_To do:_ Return all the entries below exactly as they were given.

[Records excerpted from a collection]
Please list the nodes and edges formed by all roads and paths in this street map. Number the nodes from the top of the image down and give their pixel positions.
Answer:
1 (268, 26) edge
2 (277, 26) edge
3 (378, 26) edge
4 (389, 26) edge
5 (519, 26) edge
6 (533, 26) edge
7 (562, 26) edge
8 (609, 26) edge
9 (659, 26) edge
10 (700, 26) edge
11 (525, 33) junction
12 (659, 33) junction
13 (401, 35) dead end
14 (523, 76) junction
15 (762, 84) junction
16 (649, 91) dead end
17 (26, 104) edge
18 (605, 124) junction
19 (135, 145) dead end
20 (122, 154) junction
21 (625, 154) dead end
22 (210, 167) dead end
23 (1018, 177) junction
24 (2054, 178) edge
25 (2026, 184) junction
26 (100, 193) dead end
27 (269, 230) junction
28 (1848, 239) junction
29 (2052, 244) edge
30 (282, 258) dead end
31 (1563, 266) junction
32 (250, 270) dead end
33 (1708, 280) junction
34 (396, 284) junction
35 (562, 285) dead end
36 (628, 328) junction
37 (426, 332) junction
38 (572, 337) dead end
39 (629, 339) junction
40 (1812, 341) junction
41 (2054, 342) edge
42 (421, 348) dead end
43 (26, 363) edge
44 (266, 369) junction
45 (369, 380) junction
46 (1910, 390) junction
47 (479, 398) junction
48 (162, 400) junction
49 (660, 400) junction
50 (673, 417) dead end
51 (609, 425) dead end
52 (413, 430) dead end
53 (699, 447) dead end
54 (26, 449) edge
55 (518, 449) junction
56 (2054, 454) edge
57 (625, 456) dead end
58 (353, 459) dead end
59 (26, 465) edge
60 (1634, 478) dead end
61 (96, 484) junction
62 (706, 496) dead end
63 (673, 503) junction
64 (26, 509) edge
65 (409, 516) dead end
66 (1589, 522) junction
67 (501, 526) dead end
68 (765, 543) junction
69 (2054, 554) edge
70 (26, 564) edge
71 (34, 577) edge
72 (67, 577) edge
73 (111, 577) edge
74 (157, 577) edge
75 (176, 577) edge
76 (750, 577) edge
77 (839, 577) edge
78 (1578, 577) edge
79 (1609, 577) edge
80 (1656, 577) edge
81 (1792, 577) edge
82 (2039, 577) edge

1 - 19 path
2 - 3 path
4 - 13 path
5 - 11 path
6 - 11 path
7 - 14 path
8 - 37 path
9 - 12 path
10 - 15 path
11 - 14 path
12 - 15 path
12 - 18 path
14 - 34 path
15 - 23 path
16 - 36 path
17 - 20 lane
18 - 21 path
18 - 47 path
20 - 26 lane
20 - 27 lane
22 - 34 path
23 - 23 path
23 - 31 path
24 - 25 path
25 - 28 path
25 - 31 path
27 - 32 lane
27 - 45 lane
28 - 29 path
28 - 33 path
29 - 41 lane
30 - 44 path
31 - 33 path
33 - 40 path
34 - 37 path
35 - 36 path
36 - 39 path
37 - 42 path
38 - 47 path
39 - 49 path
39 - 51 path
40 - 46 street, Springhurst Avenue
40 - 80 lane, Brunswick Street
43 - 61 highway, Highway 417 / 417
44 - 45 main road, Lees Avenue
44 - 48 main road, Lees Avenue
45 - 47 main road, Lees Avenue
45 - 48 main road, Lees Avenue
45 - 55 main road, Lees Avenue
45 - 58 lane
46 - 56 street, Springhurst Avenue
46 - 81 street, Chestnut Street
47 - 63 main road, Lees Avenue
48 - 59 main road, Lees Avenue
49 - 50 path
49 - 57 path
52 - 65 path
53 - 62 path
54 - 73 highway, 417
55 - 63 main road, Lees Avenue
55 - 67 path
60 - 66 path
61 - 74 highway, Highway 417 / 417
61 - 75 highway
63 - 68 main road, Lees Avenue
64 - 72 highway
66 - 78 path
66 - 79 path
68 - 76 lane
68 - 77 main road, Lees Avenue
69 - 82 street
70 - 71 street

_Exercise solution:_
Please list the nodes and edges formed by all roads and paths in this street map. Number the nodes from the top of the image down and give their pixel positions.
Answer:
1 (268, 26) edge
2 (277, 26) edge
3 (378, 26) edge
4 (389, 26) edge
5 (519, 26) edge
6 (533, 26) edge
7 (562, 26) edge
8 (609, 26) edge
9 (659, 26) edge
10 (700, 26) edge
11 (525, 33) junction
12 (659, 33) junction
13 (401, 35) dead end
14 (523, 76) junction
15 (762, 84) junction
16 (649, 91) dead end
17 (26, 104) edge
18 (605, 124) junction
19 (135, 145) dead end
20 (122, 154) junction
21 (625, 154) dead end
22 (210, 167) dead end
23 (1018, 177) junction
24 (2054, 178) edge
25 (2026, 184) junction
26 (100, 193) dead end
27 (269, 230) junction
28 (1848, 239) junction
29 (2052, 244) edge
30 (282, 258) dead end
31 (1563, 266) junction
32 (250, 270) dead end
33 (1708, 280) junction
34 (396, 284) junction
35 (562, 285) dead end
36 (628, 328) junction
37 (426, 332) junction
38 (572, 337) dead end
39 (629, 339) junction
40 (1812, 341) junction
41 (2054, 342) edge
42 (421, 348) dead end
43 (26, 363) edge
44 (266, 369) junction
45 (369, 380) junction
46 (1910, 390) junction
47 (479, 398) junction
48 (162, 400) junction
49 (660, 400) junction
50 (673, 417) dead end
51 (609, 425) dead end
52 (413, 430) dead end
53 (699, 447) dead end
54 (26, 449) edge
55 (518, 449) junction
56 (2054, 454) edge
57 (625, 456) dead end
58 (353, 459) dead end
59 (26, 465) edge
60 (1634, 478) dead end
61 (96, 484) junction
62 (706, 496) dead end
63 (673, 503) junction
64 (26, 509) edge
65 (409, 516) dead end
66 (1589, 522) junction
67 (501, 526) dead end
68 (765, 543) junction
69 (2054, 554) edge
70 (26, 564) edge
71 (34, 577) edge
72 (67, 577) edge
73 (111, 577) edge
74 (157, 577) edge
75 (176, 577) edge
76 (750, 577) edge
77 (839, 577) edge
78 (1578, 577) edge
79 (1609, 577) edge
80 (1656, 577) edge
81 (1792, 577) edge
82 (2039, 577) edge

1 - 19 path
2 - 3 path
4 - 13 path
5 - 11 path
6 - 11 path
7 - 14 path
8 - 37 path
9 - 12 path
10 - 15 path
11 - 14 path
12 - 15 path
12 - 18 path
14 - 34 path
15 - 23 path
16 - 36 path
17 - 20 lane
18 - 21 path
18 - 47 path
20 - 26 lane
20 - 27 lane
22 - 34 path
23 - 23 path
23 - 31 path
24 - 25 path
25 - 28 path
25 - 31 path
27 - 32 lane
27 - 45 lane
28 - 29 path
28 - 33 path
29 - 41 lane
30 - 44 path
31 - 33 path
33 - 40 path
34 - 37 path
35 - 36 path
36 - 39 path
37 - 42 path
38 - 47 path
39 - 49 path
39 - 51 path
40 - 46 street, Springhurst Avenue
40 - 80 lane, Brunswick Street
43 - 61 highway, Highway 417 / 417
44 - 45 main road, Lees Avenue
44 - 48 main road, Lees Avenue
45 - 47 main road, Lees Avenue
45 - 48 main road, Lees Avenue
45 - 55 main road, Lees Avenue
45 - 58 lane
46 - 56 street, Springhurst Avenue
46 - 81 street, Chestnut Street
47 - 63 main road, Lees Avenue
48 - 59 main road, Lees Avenue
49 - 50 path
49 - 57 path
52 - 65 path
53 - 62 path
54 - 73 highway, 417
55 - 63 main road, Lees Avenue
55 - 67 path
60 - 66 path
61 - 74 highway, Highway 417 / 417
61 - 75 highway
63 - 68 main road, Lees Avenue
64 - 72 highway
66 - 78 path
66 - 79 path
68 - 76 lane
68 - 77 main road, Lees Avenue
69 - 82 street
70 - 71 street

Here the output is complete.